Again, once you've read your data into a SAS data set, you probably want to do something with it. A common thing to do is to change the original data in some way in an attempt to answer a research question of interest to you. In the last lesson, we learned how to use assignment statements (and functions) to add some information to all of the observations in the data set. In this lesson, we will learn how to use if-then-else statements to add some information to some but not all of the observations in your data set.
Upon completing this lesson, you should be able to do the following:
In order to complete the lesson you should:
In this lesson, we investigate a number of examples that illustrate how to change a subset of the observations in our data set. In SAS, the most common way to select observations that meet a certain condition is to utilize an if-then statement. The basic form of the statement is:
IF (condition is true) THEN (take this action);
In the previous lesson, we looked at an example in which the condition was:
avg < 65
and the action was:
status = 'Failed'
For each observation, SAS evaluates the condition that follows the keyword IF — in this case, is the student's average less than 65? — to determine if it is true or false. If the condition is true, SAS takes the action that follows the keyword THEN — in this case, change the student's status to 'Failed.' If the conditon is false, SAS ignores the THEN clause and proceeds to the next statement in the DATA step. The condition always involves a comparison of some sort, and the action taken is typically some sort of assignment statement.
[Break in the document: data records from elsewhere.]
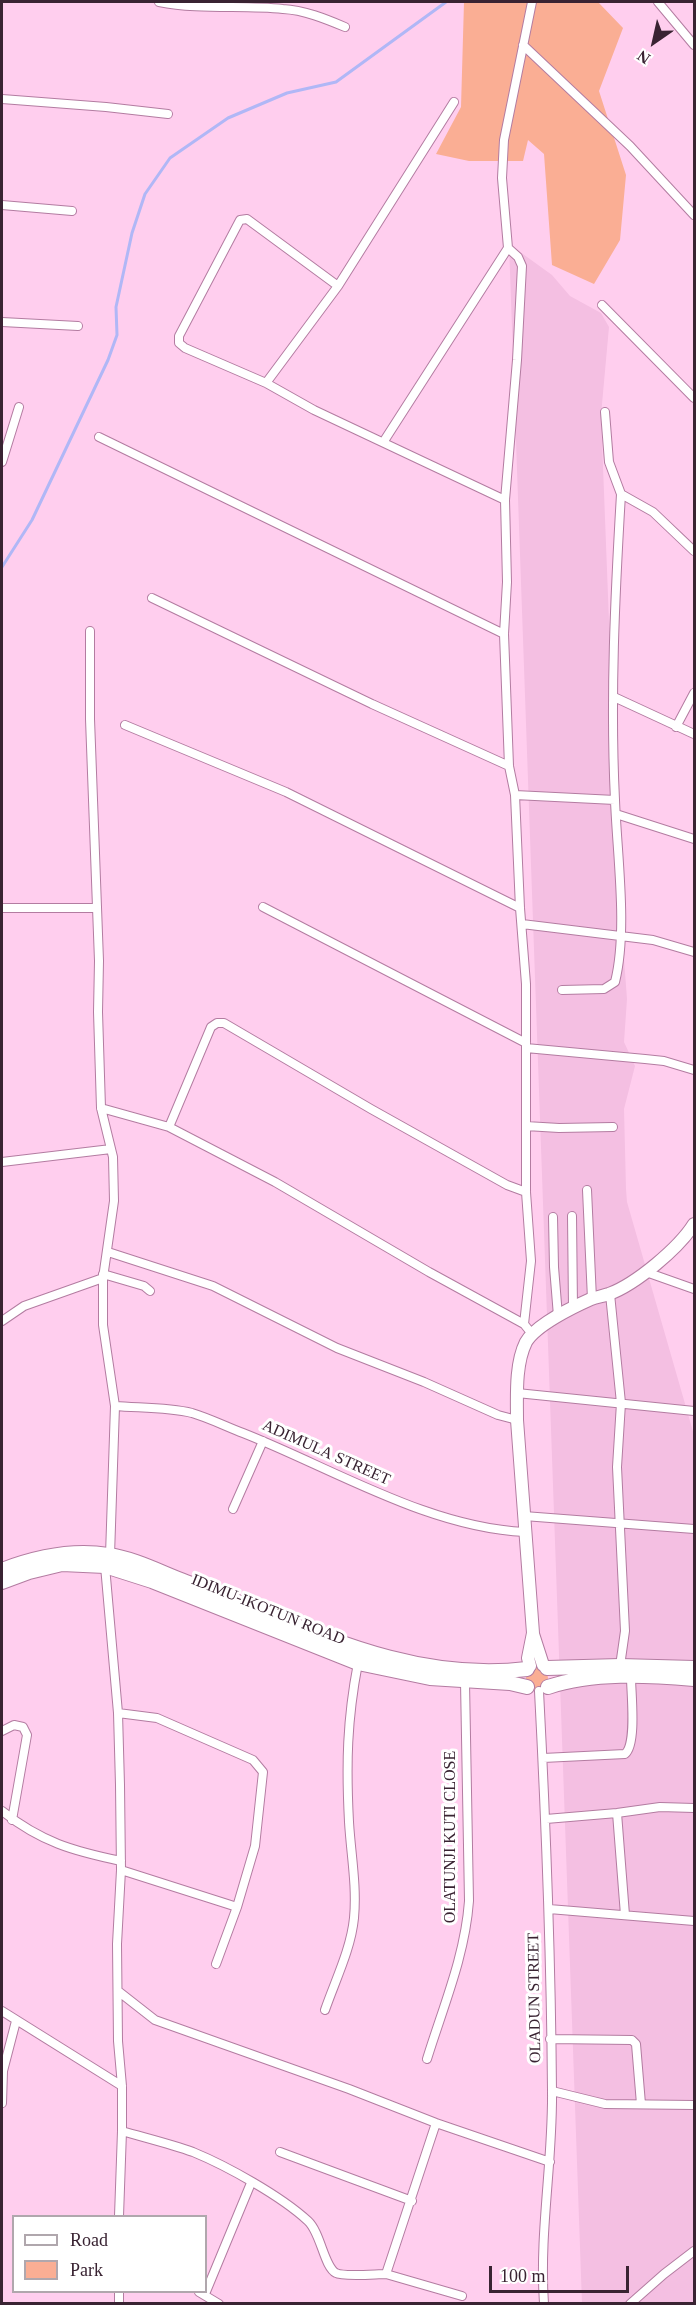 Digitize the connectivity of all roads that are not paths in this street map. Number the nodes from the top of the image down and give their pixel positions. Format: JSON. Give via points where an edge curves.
{"nodes":[{"id":1,"x":159,"y":2,"type":"edge"},
{"id":2,"x":532,"y":2,"type":"edge"},
{"id":3,"x":657,"y":2,"type":"edge"},
{"id":4,"x":345,"y":27,"type":"dead end"},
{"id":5,"x":523,"y":45,"type":"junction"},
{"id":6,"x":694,"y":45,"type":"edge"},
{"id":7,"x":2,"y":99,"type":"edge"},
{"id":8,"x":454,"y":102,"type":"dead end"},
{"id":9,"x":168,"y":114,"type":"dead end"},
{"id":10,"x":2,"y":205,"type":"edge"},
{"id":11,"x":72,"y":211,"type":"dead end"},
{"id":12,"x":694,"y":215,"type":"edge"},
{"id":13,"x":508,"y":248,"type":"junction"},
{"id":14,"x":338,"y":286,"type":"junction"},
{"id":15,"x":602,"y":304,"type":"dead end"},
{"id":16,"x":2,"y":322,"type":"edge"},
{"id":17,"x":78,"y":326,"type":"dead end"},
{"id":18,"x":266,"y":383,"type":"junction"},
{"id":19,"x":694,"y":398,"type":"edge"},
{"id":20,"x":20,"y":407,"type":"dead end"},
{"id":21,"x":605,"y":412,"type":"dead end"},
{"id":22,"x":99,"y":436,"type":"dead end"},
{"id":23,"x":384,"y":441,"type":"junction"},
{"id":24,"x":2,"y":462,"type":"edge"},
{"id":25,"x":621,"y":494,"type":"junction"},
{"id":26,"x":505,"y":500,"type":"junction"},
{"id":27,"x":694,"y":551,"type":"edge"},
{"id":28,"x":152,"y":598,"type":"dead end"},
{"id":29,"x":90,"y":631,"type":"dead end"},
{"id":30,"x":504,"y":634,"type":"junction"},
{"id":31,"x":694,"y":693,"type":"edge"},
{"id":32,"x":614,"y":697,"type":"junction"},
{"id":33,"x":125,"y":725,"type":"dead end"},
{"id":34,"x":676,"y":727,"type":"junction"},
{"id":35,"x":694,"y":734,"type":"edge"},
{"id":36,"x":509,"y":766,"type":"junction"},
{"id":37,"x":515,"y":795,"type":"junction"},
{"id":38,"x":615,"y":800,"type":"junction"},
{"id":39,"x":616,"y":814,"type":"junction"},
{"id":40,"x":694,"y":838,"type":"edge"},
{"id":41,"x":263,"y":906,"type":"dead end"},
{"id":42,"x":2,"y":908,"type":"edge"},
{"id":43,"x":96,"y":908,"type":"junction"},
{"id":44,"x":520,"y":908,"type":"junction"},
{"id":45,"x":522,"y":924,"type":"junction"},
{"id":46,"x":621,"y":935,"type":"junction"},
{"id":47,"x":694,"y":952,"type":"edge"},
{"id":48,"x":561,"y":990,"type":"dead end"},
{"id":49,"x":526,"y":1046,"type":"junction"},
{"id":50,"x":694,"y":1070,"type":"edge"},
{"id":51,"x":101,"y":1108,"type":"junction"},
{"id":52,"x":526,"y":1125,"type":"junction"},
{"id":53,"x":169,"y":1127,"type":"junction"},
{"id":54,"x":613,"y":1127,"type":"dead end"},
{"id":55,"x":111,"y":1149,"type":"junction"},
{"id":56,"x":2,"y":1162,"type":"edge"},
{"id":57,"x":587,"y":1190,"type":"dead end"},
{"id":58,"x":526,"y":1192,"type":"junction"},
{"id":59,"x":572,"y":1216,"type":"dead end"},
{"id":60,"x":553,"y":1217,"type":"dead end"},
{"id":61,"x":694,"y":1224,"type":"edge"},
{"id":62,"x":108,"y":1252,"type":"junction"},
{"id":63,"x":646,"y":1272,"type":"junction"},
{"id":64,"x":103,"y":1276,"type":"junction"},
{"id":65,"x":694,"y":1289,"type":"edge"},
{"id":66,"x":150,"y":1291,"type":"dead end"},
{"id":67,"x":610,"y":1294,"type":"junction"},
{"id":68,"x":592,"y":1299,"type":"junction"},
{"id":69,"x":573,"y":1308,"type":"junction"},
{"id":70,"x":558,"y":1316,"type":"junction"},
{"id":71,"x":2,"y":1321,"type":"edge"},
{"id":72,"x":528,"y":1329,"type":"junction"},
{"id":73,"x":517,"y":1393,"type":"junction"},
{"id":74,"x":621,"y":1403,"type":"junction"},
{"id":75,"x":115,"y":1406,"type":"junction"},
{"id":76,"x":694,"y":1412,"type":"edge"},
{"id":77,"x":517,"y":1420,"type":"junction"},
{"id":78,"x":262,"y":1441,"type":"junction"},
{"id":79,"x":233,"y":1509,"type":"dead end"},
{"id":80,"x":524,"y":1516,"type":"junction"},
{"id":81,"x":619,"y":1523,"type":"junction"},
{"id":82,"x":694,"y":1528,"type":"edge"},
{"id":83,"x":525,"y":1532,"type":"junction"},
{"id":84,"x":107,"y":1560,"type":"junction"},
{"id":85,"x":2,"y":1570,"type":"edge"},
{"id":86,"x":2,"y":1582,"type":"edge"},
{"id":87,"x":358,"y":1663,"type":"junction"},
{"id":88,"x":620,"y":1666,"type":"junction"},
{"id":89,"x":537,"y":1667,"type":"junction"},
{"id":90,"x":694,"y":1668,"type":"edge"},
{"id":91,"x":631,"y":1677,"type":"junction"},
{"id":92,"x":694,"y":1679,"type":"edge"},
{"id":93,"x":465,"y":1682,"type":"junction"},
{"id":94,"x":538,"y":1688,"type":"junction"},
{"id":95,"x":118,"y":1713,"type":"junction"},
{"id":96,"x":2,"y":1731,"type":"edge"},
{"id":97,"x":543,"y":1758,"type":"junction"},
{"id":98,"x":694,"y":1808,"type":"edge"},
{"id":99,"x":2,"y":1811,"type":"edge"},
{"id":100,"x":616,"y":1813,"type":"junction"},
{"id":101,"x":546,"y":1819,"type":"junction"},
{"id":102,"x":12,"y":1820,"type":"junction"},
{"id":103,"x":121,"y":1865,"type":"junction"},
{"id":104,"x":237,"y":1907,"type":"junction"},
{"id":105,"x":549,"y":1909,"type":"junction"},
{"id":106,"x":625,"y":1915,"type":"junction"},
{"id":107,"x":694,"y":1921,"type":"edge"},
{"id":108,"x":216,"y":1964,"type":"dead end"},
{"id":109,"x":118,"y":1991,"type":"junction"},
{"id":110,"x":325,"y":2010,"type":"dead end"},
{"id":111,"x":2,"y":2011,"type":"edge"},
{"id":112,"x":16,"y":2021,"type":"junction"},
{"id":113,"x":550,"y":2039,"type":"junction"},
{"id":114,"x":427,"y":2059,"type":"dead end"},
{"id":115,"x":122,"y":2085,"type":"junction"},
{"id":116,"x":552,"y":2091,"type":"junction"},
{"id":117,"x":641,"y":2104,"type":"junction"},
{"id":118,"x":2,"y":2105,"type":"edge"},
{"id":119,"x":694,"y":2105,"type":"edge"},
{"id":120,"x":436,"y":2123,"type":"junction"},
{"id":121,"x":122,"y":2131,"type":"junction"},
{"id":122,"x":280,"y":2152,"type":"dead end"},
{"id":123,"x":550,"y":2162,"type":"junction"},
{"id":124,"x":251,"y":2183,"type":"junction"},
{"id":125,"x":412,"y":2201,"type":"junction"},
{"id":126,"x":119,"y":2215,"type":"edge"},
{"id":127,"x":694,"y":2251,"type":"edge"},
{"id":128,"x":386,"y":2274,"type":"junction"},
{"id":129,"x":207,"y":2282,"type":"edge"},
{"id":130,"x":202,"y":2293,"type":"edge"},
{"id":131,"x":462,"y":2296,"type":"dead end"},
{"id":132,"x":219,"y":2304,"type":"edge"},
{"id":133,"x":544,"y":2304,"type":"edge"},
{"id":134,"x":630,"y":2304,"type":"edge"}],
"edges":[{"from":1,"to":4,"type":"street","via":[[183,7],[285,9]]},
{"from":2,"to":5,"type":"street"},
{"from":3,"to":6,"type":"street"},
{"from":5,"to":12,"type":"street","via":[[630,146]]},
{"from":5,"to":13,"type":"street","via":[[504,140],[502,178]]},
{"from":7,"to":9,"type":"street"},
{"from":8,"to":14,"type":"street"},
{"from":10,"to":11,"type":"street"},
{"from":13,"to":23,"type":"street"},
{"from":13,"to":26,"type":"street","via":[[522,266]]},
{"from":14,"to":18,"type":"street"},
{"from":14,"to":18,"type":"street","via":[[247,219],[240,220],[179,336],[179,343]]},
{"from":15,"to":19,"type":"street"},
{"from":16,"to":17,"type":"street"},
{"from":18,"to":23,"type":"street","via":[[314,410]]},
{"from":20,"to":24,"type":"street"},
{"from":21,"to":25,"type":"street","via":[[609,462]]},
{"from":22,"to":30,"type":"street"},
{"from":23,"to":26,"type":"street"},
{"from":25,"to":27,"type":"street","via":[[652,512]]},
{"from":25,"to":32,"type":"street"},
{"from":26,"to":30,"type":"street"},
{"from":28,"to":36,"type":"street"},
{"from":29,"to":43,"type":"street"},
{"from":30,"to":36,"type":"street"},
{"from":31,"to":34,"type":"street"},
{"from":32,"to":34,"type":"street"},
{"from":32,"to":38,"type":"street"},
{"from":33,"to":44,"type":"street","via":[[286,792]]},
{"from":34,"to":35,"type":"street"},
{"from":36,"to":37,"type":"street"},
{"from":37,"to":38,"type":"street"},
{"from":37,"to":44,"type":"street"},
{"from":38,"to":39,"type":"street"},
{"from":39,"to":40,"type":"street"},
{"from":39,"to":46,"type":"street"},
{"from":41,"to":49,"type":"street"},
{"from":42,"to":43,"type":"street"},
{"from":43,"to":51,"type":"street"},
{"from":44,"to":45,"type":"street"},
{"from":45,"to":46,"type":"street"},
{"from":45,"to":49,"type":"street"},
{"from":46,"to":47,"type":"street"},
{"from":46,"to":48,"type":"street","via":[[615,982],[604,989]]},
{"from":49,"to":50,"type":"street","via":[[664,1061]]},
{"from":49,"to":52,"type":"street"},
{"from":51,"to":53,"type":"street"},
{"from":51,"to":55,"type":"street"},
{"from":52,"to":54,"type":"street"},
{"from":52,"to":58,"type":"street"},
{"from":53,"to":58,"type":"street","via":[[211,1027],[224,1023],[392,1121]]},
{"from":53,"to":72,"type":"street","via":[[275,1182]]},
{"from":55,"to":56,"type":"street"},
{"from":55,"to":62,"type":"street","via":[[114,1201]]},
{"from":57,"to":68,"type":"street"},
{"from":58,"to":72,"type":"street","via":[[531,1261]]},
{"from":59,"to":69,"type":"street"},
{"from":60,"to":70,"type":"street"},
{"from":61,"to":63,"type":"street"},
{"from":62,"to":64,"type":"street"},
{"from":62,"to":77,"type":"street","via":[[213,1286],[337,1348]]},
{"from":63,"to":65,"type":"street"},
{"from":63,"to":67,"type":"street"},
{"from":64,"to":66,"type":"street"},
{"from":64,"to":71,"type":"street","via":[[24,1306]]},
{"from":64,"to":75,"type":"street","via":[[103,1325]]},
{"from":67,"to":68,"type":"street"},
{"from":67,"to":74,"type":"street"},
{"from":68,"to":69,"type":"street"},
{"from":69,"to":70,"type":"street"},
{"from":70,"to":72,"type":"street"},
{"from":72,"to":73,"type":"street"},
{"from":73,"to":74,"type":"street"},
{"from":73,"to":77,"type":"street"},
{"from":74,"to":76,"type":"street"},
{"from":74,"to":81,"type":"street"},
{"from":75,"to":78,"type":"street","name":"ADIMULA STREET","via":[[192,1413]]},
{"from":75,"to":84,"type":"street"},
{"from":77,"to":80,"type":"street"},
{"from":78,"to":79,"type":"street"},
{"from":78,"to":83,"type":"street","name":"ADIMULA STREET","via":[[460,1522]]},
{"from":80,"to":81,"type":"street"},
{"from":80,"to":83,"type":"street"},
{"from":81,"to":82,"type":"street"},
{"from":81,"to":88,"type":"street","via":[[625,1630]]},
{"from":83,"to":89,"type":"street"},
{"from":84,"to":85,"type":"main road","name":"IDIMU-IKOTUN ROAD","via":[[61,1553]]},
{"from":84,"to":86,"type":"main road","name":"IDIMU-IKOTUN ROAD","via":[[62,1564]]},
{"from":84,"to":87,"type":"main road","name":"IDIMU-IKOTUN ROAD"},
{"from":84,"to":89,"type":"main road","name":"IDIMU-IKOTUN ROAD","via":[[230,1598],[366,1653],[433,1668],[509,1671]]},
{"from":84,"to":95,"type":"street"},
{"from":87,"to":93,"type":"main road","name":"IDIMU-IKOTUN ROAD"},
{"from":87,"to":110,"type":"street","via":[[346,1753],[356,1882],[354,1922]]},
{"from":88,"to":89,"type":"main road","name":"IDIMU-IKOTUN ROAD"},
{"from":88,"to":90,"type":"main road","name":"IDIMU-IKOTUN ROAD"},
{"from":89,"to":94,"type":"main road","via":[[524,1676]]},
{"from":89,"to":94,"type":"main road","via":[[551,1679]]},
{"from":91,"to":92,"type":"main road","name":"IDIMU-IKOTUN ROAD"},
{"from":91,"to":94,"type":"main road","name":"IDIMU-IKOTUN ROAD"},
{"from":91,"to":97,"type":"street","via":[[629,1752]]},
{"from":93,"to":94,"type":"main road","name":"IDIMU-IKOTUN ROAD"},
{"from":93,"to":114,"type":"street","name":"OLATUNJI KUTI CLOSE","via":[[467,1922],[464,1945]]},
{"from":94,"to":97,"type":"street","name":"OLADUN STREET"},
{"from":95,"to":103,"type":"street"},
{"from":95,"to":104,"type":"street","via":[[157,1718],[259,1764],[263,1772],[255,1846]]},
{"from":96,"to":102,"type":"street","via":[[14,1725],[23,1727],[27,1735]]},
{"from":97,"to":101,"type":"street","name":"OLADUN STREET"},
{"from":98,"to":100,"type":"street","via":[[660,1807]]},
{"from":99,"to":102,"type":"street"},
{"from":100,"to":101,"type":"street"},
{"from":100,"to":106,"type":"street"},
{"from":101,"to":105,"type":"street","name":"OLADUN STREET"},
{"from":102,"to":103,"type":"street","via":[[52,1843]]},
{"from":103,"to":104,"type":"street"},
{"from":103,"to":109,"type":"street"},
{"from":104,"to":108,"type":"street"},
{"from":105,"to":106,"type":"street"},
{"from":105,"to":113,"type":"street","name":"OLADUN STREET"},
{"from":106,"to":107,"type":"street"},
{"from":109,"to":115,"type":"street"},
{"from":109,"to":120,"type":"street","via":[[155,2020]]},
{"from":111,"to":112,"type":"street"},
{"from":112,"to":115,"type":"street"},
{"from":112,"to":118,"type":"street","via":[[3,2070]]},
{"from":113,"to":116,"type":"street","name":"OLADUN STREET"},
{"from":113,"to":117,"type":"street","via":[[632,2040],[636,2044]]},
{"from":115,"to":121,"type":"street"},
{"from":116,"to":117,"type":"street","via":[[596,2102]]},
{"from":116,"to":123,"type":"street","name":"OLADUN STREET"},
{"from":117,"to":119,"type":"street"},
{"from":120,"to":123,"type":"street"},
{"from":120,"to":125,"type":"street"},
{"from":121,"to":124,"type":"street","via":[[190,2151]]},
{"from":121,"to":126,"type":"street"},
{"from":122,"to":125,"type":"street"},
{"from":123,"to":133,"type":"street","name":"OLADUN STREET","via":[[542,2260]]},
{"from":124,"to":128,"type":"street","via":[[309,2222],[337,2274]]},
{"from":124,"to":129,"type":"street"},
{"from":125,"to":128,"type":"street"},
{"from":127,"to":134,"type":"street"},
{"from":128,"to":131,"type":"street"},
{"from":130,"to":132,"type":"street"}]}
Example 5.1. There is nothing really new here. You've already seen an if-then(-else) statement in the previous lesson. Our focus there was primarily on the assignment statement. Here, we'll focus on the entire if-then statement, including the condition. The following SAS program creates a character variable status, whose value depends on whether or not the student's first exam grade is less than 65:
First, note that we continue to work with the grades data set from the last lesson. Again, the data set contains student names (name), each of their four exam grades (e1, e2, e3, e4), their project grade (p1), and their final exam grade (f1). Then, launch and run the SAS program. Review the output from the print procedure to convince yourself that the values of the character variable status have been assigned correctly.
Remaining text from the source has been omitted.